In fact, the short incision and the long incision require the exact same amount of potentially visible scar…that which is in front of the ear. The longer scar is only longer when including the segments of the scar behind the ear, which is essentially invisible.
With either incision, the SMAS layer can be dealt with in several ways, other than the one I described above. It can simply be plicated, or pleated, which tightens it. A section of it can be removed (SMAS-ectomy) and the edges sutured together to create a lift, or it can be tightened by two or three long suture loops that constrict it in a laundry-sack fashion, tightening the deep layer (MACs Lift). The advantage of the MACs Lift is that it’s a pretty quick procedure, done through the short scar incision. And just to confuse you even more, an Extended SMAS Lift can also be done through a short scar exposure as well.

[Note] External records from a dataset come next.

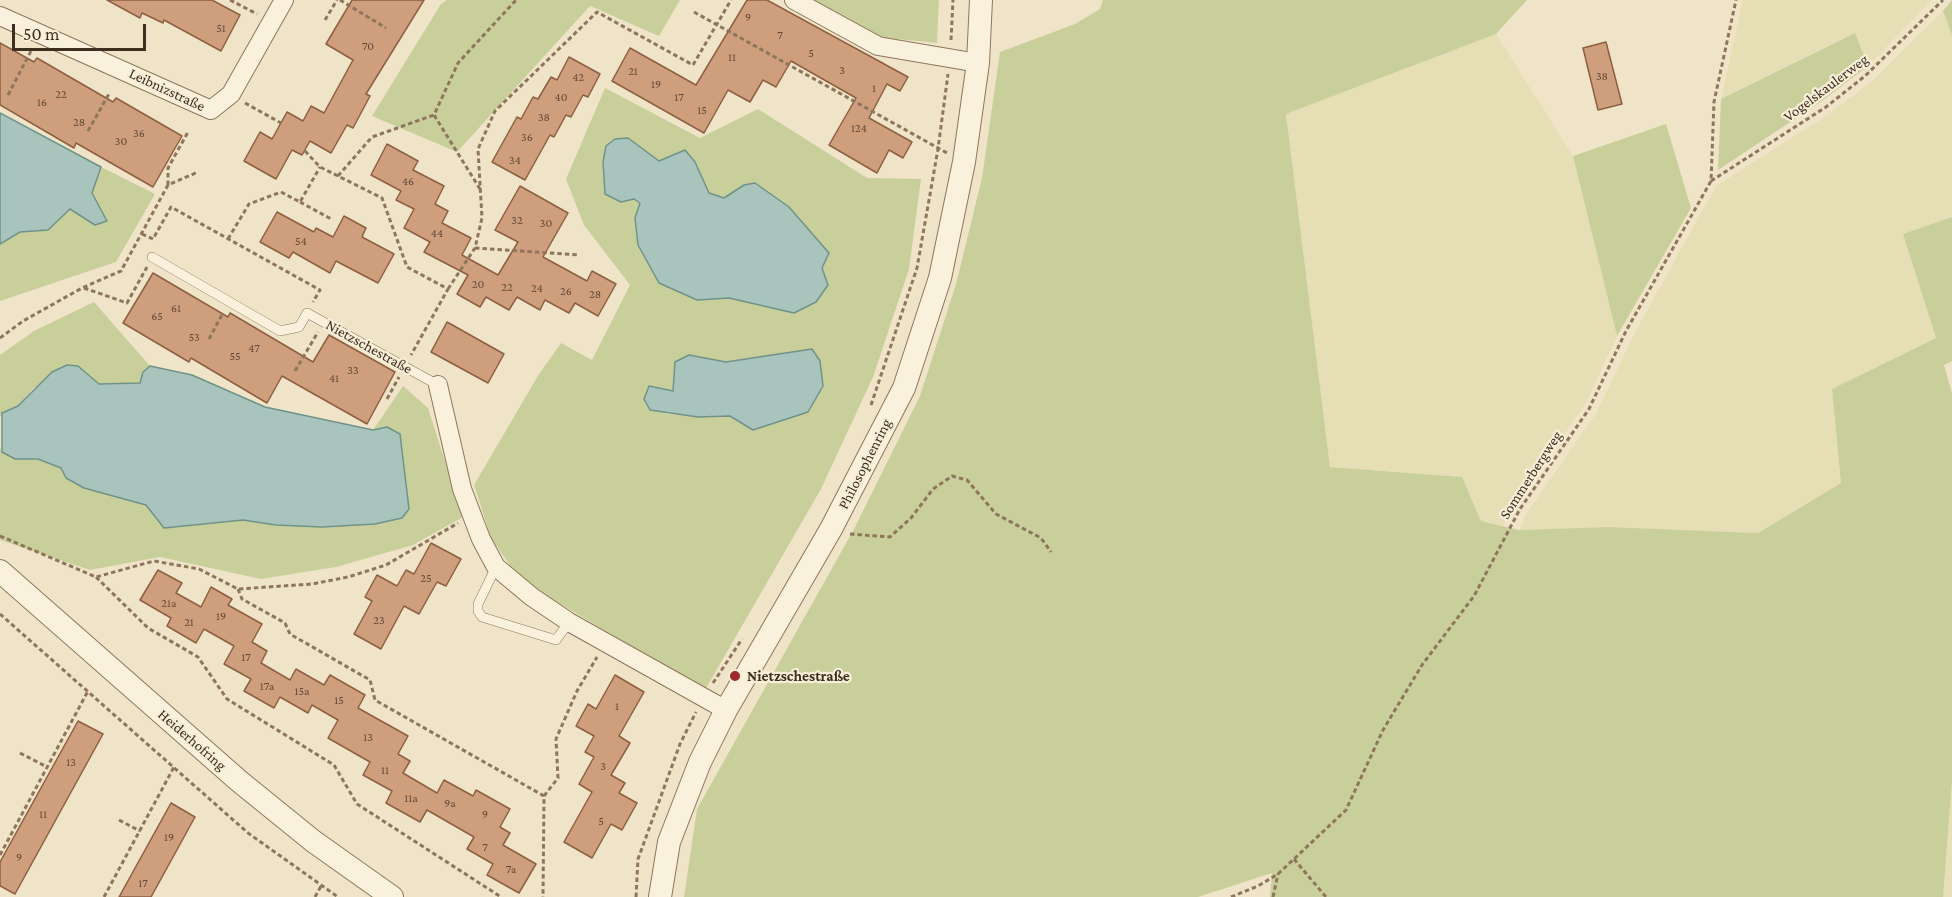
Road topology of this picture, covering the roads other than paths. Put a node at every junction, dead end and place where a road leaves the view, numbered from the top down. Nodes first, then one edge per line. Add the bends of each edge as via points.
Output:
1 (284, 0) edge
2 (794, 0) edge
3 (981, 0) edge
4 (0, 16) edge
5 (978, 63) junction
6 (152, 257) road end
7 (438, 385) joint
8 (496, 567) junction
9 (0, 571) edge
10 (569, 622) junction
11 (726, 710) junction
12 (392, 897) edge
13 (660, 897) edge

1 - 4 street, Leibnizstraße via 231,94 211,110
2 - 5 street via 878,46
3 - 5 street, Philosophenring
5 - 11 street, Philosophenring via 964,162 940,278 904,388 831,529
6 - 7 lane, Nietzschestraße via 280,331 298,327 307,313
7 - 8 street, Nietzschestraße via 462,489
8 - 10 street, Nietzschestraße
8 - 10 lane via 478,604 482,617 556,640
9 - 12 street, Heiderhofring via 239,781 313,842
10 - 11 street, Nietzschestraße
11 - 13 street, Philosophenring via 681,804 669,842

The term MINI-lift can refer to any of the short scar procedures, and is not really descriptive of anything else. In the past, some doctors performed a really mini procedure, removing a little strip of skin in front of the ear and pulling it together; the result looked a little better for at least a month or two, before the skin just stretched out and looked strange. Many patients who are frightened by the idea of surgery in general, prefer to use that term so they don’t think they’re undergoing a major procedure. I have seen many patients who consult with me tell me that they previously had a Mini Lift…yet when I examine them I see the scars of a full, long incision facelift incision. It’s a natural tendency of a person to attempt to minimize the extent of their cosmetic procedures, as opposed to the embellishment of their more essential, serious operations…”You had a two-vessel coronary bypass? You call that Heart Surgery?!? I had a four-vessel bypass!!” Bragging rights don’t really apply that well to aesthetic surgery.
There’s one more facelift term; the Mid-Face Lift. That’s a procedure in which the cheek fat is elevated without tightening the skin. This can be done through an incision in the lower eyelid, (exactly the same one used for doing lower eyelid tightening) or through a small incision in scalp of the temple. It’s good for patients with just some hollowing and drooping of the cheek, without a great deal of jowls or neck looseness. Of course, when any of the other facelifts is done, the mid-face is also lifted; no need for a separate Mid-Face Lift.
I think I’ve exhausted most of the nomenclature generally used to describe facelifts. The only thing I have left to say about them is this: there are well-done facelifts and badly done facelifts. Those don’t require any more specific terminology. I hate using the word botched, but you know what I mean.
The Point: no one recognizes a well-done facelift, but everyone notices a lousy one.